Saint Praxedis

Disputed
Johannes Vermeer1655

About this painting

If it is by Vermeer, this would be his earliest surviving painting: a religious work dated 1655 that copies an Italian original by the Florentine Baroque painter Felice Ficherelli. Saint Praxedis was an early Roman Christian who, by legend, gathered the blood of murdered martyrs with a sponge. Here she kneels in red and yellow robes and wrings a blood-soaked sponge into an ornate vessel, a beheaded martyr lying behind her. The attribution to Vermeer remains disputed, and the picture has at times been catalogued simply as a copy after Ficherelli by an unknown hand.

The Italian source

Ficherelli (1605–1660), nicknamed “il Riposo,” painted the original Saint Praxedis around 1640–1645; it has never left Italy and remains in a private collection in Ferrara. The copy follows it closely but adds one telling detail absent in the Ferrara picture, a crucifix held in the saint’s hands. For Arthur K. Wheelock Jr., who championed the Vermeer attribution in a 1986 article, the added crucifix suited a painter who had converted to Catholicism around the time of his 1653 marriage, and John Michael Montias speculated that Delft Jesuits may have commissioned the copy.

The case for and against

Wheelock pointed to similarities between the saint’s features and the sleeping servant in A Maid Asleep, arguing that the brushwork and the buildup of the heads were analogous to Vermeer’s. The conservator Jørgen Wadum challenged the attribution in 1998, noting the “trembling” wavy strokes in the red drapery, unlike Vermeer’s known work, and pentimenti that sit oddly in a literal copy. He also questioned the two signatures, a “Meer 1655” at lower left and a faint inscription at lower right read by some as “Meer naar Riposo,” meaning a copy after Riposo.

Pigment evidence and the 2014 sale

Ahead of the painting’s 2014 sale, lead-isotope analysis of the white paint indicated a northern European origin consistent with mid-seventeenth-century Dutch practice, and one sample matched lead white in Vermeer’s Diana and her Companions closely enough that conservators suggested a shared batch. Later study cautioned that matching isotope ratios can arise from shared raw materials and do not by themselves fix authorship.
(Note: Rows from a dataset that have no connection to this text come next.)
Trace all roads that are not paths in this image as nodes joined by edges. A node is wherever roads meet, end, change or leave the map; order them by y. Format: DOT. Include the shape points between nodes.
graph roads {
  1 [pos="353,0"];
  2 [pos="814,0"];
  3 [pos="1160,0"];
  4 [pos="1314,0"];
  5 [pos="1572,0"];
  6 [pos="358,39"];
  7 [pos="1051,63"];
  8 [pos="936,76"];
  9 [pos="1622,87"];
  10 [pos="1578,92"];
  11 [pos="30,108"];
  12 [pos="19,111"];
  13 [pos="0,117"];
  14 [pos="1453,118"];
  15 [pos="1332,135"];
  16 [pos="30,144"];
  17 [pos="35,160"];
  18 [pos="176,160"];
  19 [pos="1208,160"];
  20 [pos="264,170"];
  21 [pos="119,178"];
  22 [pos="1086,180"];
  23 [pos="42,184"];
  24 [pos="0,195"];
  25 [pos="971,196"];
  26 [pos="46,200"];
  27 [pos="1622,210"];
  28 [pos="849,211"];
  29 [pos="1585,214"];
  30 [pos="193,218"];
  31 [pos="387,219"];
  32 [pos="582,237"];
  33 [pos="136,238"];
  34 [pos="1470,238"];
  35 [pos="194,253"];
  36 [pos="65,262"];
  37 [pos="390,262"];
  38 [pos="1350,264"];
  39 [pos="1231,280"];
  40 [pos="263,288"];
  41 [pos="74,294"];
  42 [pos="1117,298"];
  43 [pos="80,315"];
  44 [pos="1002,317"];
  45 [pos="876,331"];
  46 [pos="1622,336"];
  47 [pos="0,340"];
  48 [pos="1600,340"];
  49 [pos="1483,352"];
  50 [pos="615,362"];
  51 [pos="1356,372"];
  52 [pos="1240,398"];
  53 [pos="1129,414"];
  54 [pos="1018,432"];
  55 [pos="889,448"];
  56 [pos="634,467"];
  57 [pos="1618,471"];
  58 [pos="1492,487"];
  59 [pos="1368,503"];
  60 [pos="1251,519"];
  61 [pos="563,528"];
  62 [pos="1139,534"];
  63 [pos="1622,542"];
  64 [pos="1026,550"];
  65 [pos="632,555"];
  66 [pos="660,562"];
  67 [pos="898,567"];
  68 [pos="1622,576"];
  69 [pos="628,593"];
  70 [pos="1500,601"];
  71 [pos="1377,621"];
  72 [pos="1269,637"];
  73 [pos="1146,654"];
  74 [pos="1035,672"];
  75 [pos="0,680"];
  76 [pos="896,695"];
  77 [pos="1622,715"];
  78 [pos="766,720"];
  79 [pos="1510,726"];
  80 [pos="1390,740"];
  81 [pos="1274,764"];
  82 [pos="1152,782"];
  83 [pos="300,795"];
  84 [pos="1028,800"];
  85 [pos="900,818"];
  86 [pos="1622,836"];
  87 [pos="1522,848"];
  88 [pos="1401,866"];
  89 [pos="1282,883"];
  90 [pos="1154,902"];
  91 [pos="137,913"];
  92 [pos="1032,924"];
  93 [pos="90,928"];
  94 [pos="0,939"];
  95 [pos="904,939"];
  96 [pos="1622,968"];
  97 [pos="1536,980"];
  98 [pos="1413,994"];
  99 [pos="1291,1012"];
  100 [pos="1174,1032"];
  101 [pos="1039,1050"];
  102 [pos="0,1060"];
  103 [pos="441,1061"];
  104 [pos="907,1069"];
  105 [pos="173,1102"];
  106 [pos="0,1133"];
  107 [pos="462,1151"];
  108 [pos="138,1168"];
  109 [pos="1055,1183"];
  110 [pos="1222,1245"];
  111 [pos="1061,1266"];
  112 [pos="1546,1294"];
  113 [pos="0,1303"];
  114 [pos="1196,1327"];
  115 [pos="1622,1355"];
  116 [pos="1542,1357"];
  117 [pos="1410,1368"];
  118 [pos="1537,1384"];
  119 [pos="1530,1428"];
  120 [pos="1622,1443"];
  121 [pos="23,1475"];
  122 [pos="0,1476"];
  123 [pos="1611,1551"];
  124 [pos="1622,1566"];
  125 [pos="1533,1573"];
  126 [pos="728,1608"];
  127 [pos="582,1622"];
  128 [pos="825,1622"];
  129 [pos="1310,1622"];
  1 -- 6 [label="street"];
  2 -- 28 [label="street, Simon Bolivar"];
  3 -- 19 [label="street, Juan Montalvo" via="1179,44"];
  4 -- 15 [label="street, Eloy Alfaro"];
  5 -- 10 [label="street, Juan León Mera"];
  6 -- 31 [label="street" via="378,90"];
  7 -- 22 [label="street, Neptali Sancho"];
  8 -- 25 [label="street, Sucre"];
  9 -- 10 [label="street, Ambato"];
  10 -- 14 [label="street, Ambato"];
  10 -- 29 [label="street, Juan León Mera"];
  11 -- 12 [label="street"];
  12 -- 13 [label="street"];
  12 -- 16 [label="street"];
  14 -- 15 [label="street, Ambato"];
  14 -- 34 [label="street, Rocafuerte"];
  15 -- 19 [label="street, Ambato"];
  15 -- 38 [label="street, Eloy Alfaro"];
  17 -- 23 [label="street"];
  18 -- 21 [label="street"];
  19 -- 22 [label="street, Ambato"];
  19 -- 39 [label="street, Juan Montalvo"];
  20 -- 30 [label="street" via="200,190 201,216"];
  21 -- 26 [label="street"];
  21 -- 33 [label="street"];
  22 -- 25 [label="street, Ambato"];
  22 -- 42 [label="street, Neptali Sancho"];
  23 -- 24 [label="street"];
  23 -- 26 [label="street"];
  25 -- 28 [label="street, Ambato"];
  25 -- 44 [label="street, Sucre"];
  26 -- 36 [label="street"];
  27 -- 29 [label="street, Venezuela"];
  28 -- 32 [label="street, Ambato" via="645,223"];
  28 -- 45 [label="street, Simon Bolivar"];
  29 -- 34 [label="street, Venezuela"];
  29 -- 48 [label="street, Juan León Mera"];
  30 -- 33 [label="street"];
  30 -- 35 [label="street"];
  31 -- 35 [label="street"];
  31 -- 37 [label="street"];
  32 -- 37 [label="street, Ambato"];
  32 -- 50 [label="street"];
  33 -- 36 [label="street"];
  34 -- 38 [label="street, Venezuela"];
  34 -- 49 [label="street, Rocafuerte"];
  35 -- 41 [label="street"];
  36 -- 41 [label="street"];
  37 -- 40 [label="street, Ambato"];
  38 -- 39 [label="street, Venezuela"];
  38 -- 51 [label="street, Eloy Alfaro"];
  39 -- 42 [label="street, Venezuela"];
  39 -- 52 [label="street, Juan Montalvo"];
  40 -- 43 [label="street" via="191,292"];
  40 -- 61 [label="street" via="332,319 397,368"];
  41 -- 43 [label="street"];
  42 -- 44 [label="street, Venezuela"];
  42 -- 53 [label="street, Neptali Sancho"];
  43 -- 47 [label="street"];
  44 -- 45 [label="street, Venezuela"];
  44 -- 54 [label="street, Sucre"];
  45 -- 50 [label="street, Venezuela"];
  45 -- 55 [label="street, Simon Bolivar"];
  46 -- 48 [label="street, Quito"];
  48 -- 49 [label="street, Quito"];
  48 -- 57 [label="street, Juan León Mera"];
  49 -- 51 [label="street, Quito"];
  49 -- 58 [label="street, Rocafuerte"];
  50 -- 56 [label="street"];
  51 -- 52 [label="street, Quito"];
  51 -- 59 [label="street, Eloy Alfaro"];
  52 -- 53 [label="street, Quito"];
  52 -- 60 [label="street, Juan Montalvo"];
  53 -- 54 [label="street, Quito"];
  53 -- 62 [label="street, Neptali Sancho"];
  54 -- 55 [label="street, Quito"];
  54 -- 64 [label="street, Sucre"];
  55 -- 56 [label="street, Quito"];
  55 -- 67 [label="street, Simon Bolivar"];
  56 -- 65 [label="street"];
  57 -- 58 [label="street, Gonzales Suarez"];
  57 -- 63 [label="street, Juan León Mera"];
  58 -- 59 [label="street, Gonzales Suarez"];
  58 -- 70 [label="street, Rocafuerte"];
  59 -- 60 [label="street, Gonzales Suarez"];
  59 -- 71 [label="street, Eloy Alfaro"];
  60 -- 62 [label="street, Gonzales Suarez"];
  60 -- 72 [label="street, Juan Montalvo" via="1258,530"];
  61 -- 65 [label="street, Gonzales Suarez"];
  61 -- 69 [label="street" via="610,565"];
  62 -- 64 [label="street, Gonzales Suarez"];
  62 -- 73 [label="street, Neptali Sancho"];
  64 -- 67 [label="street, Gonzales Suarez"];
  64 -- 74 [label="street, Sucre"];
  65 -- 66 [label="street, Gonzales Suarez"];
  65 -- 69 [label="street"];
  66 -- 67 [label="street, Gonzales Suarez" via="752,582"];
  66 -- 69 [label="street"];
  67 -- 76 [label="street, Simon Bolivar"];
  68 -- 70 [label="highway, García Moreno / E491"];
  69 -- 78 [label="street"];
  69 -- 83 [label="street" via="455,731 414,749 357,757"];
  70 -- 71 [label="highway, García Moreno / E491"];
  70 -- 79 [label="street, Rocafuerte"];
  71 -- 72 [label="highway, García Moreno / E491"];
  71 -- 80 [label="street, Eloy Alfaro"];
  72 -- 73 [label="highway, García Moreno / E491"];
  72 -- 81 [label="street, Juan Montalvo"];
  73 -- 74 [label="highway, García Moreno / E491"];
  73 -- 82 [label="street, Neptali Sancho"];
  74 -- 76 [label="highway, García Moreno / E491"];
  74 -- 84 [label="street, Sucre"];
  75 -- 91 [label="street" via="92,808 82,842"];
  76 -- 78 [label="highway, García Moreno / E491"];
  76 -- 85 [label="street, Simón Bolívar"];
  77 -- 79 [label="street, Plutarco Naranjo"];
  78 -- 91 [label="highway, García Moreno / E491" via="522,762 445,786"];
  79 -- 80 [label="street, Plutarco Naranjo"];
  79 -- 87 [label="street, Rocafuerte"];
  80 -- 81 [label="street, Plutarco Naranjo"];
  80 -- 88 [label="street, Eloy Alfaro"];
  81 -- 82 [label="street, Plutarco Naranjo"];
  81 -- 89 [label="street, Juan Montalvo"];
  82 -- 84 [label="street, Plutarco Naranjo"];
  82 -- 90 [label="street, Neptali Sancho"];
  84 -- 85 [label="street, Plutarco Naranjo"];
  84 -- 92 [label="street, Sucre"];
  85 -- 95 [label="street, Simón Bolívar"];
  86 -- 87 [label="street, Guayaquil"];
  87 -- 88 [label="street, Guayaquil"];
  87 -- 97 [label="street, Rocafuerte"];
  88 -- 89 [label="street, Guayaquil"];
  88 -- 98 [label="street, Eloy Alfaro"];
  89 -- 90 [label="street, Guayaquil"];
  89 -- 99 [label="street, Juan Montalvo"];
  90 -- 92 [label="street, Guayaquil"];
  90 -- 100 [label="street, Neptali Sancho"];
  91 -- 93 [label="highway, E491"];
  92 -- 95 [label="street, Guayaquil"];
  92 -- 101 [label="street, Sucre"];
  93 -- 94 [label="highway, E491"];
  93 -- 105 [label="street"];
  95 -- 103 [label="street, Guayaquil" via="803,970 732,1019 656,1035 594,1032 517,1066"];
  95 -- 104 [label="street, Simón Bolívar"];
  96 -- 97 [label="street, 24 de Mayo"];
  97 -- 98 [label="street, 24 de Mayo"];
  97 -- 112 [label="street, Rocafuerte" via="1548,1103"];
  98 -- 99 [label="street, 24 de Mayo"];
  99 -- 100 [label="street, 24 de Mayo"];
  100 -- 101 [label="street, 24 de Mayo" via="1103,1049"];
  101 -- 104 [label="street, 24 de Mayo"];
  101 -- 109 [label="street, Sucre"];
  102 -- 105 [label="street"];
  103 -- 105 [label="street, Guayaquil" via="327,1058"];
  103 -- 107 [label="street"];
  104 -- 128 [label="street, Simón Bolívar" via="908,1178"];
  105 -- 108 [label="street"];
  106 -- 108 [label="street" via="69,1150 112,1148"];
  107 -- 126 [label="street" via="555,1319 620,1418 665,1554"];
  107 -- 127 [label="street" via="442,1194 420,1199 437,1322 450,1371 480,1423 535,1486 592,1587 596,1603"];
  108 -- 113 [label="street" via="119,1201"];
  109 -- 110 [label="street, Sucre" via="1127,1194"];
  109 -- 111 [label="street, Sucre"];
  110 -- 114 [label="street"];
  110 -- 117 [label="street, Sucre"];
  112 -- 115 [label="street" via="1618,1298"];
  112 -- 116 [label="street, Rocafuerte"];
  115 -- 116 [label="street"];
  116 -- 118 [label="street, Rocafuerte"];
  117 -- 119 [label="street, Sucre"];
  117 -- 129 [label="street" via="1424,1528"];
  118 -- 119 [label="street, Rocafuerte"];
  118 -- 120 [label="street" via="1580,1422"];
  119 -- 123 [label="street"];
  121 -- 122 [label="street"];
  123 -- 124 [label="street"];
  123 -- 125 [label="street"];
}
Christie’s sold the picture as a Vermeer in July 2014, and since 2015 it has been on long-term loan to the National Museum of Western Art, Tokyo.

Attribution debate

The attribution to Vermeer was first advanced in the 1980s by Arthur K. Wheelock Jr. and the Vermeer scholar John Michael Montias, who pointed to the double signature—“Meer 1655” alongside “VaMeer”—and to technical features consistent with Vermeer’s other early works. Albert Blankert, whose catalogue raisonné is among the most rigorous in Vermeer scholarship, remained initially skeptical, questioning whether the signatures were original to the picture.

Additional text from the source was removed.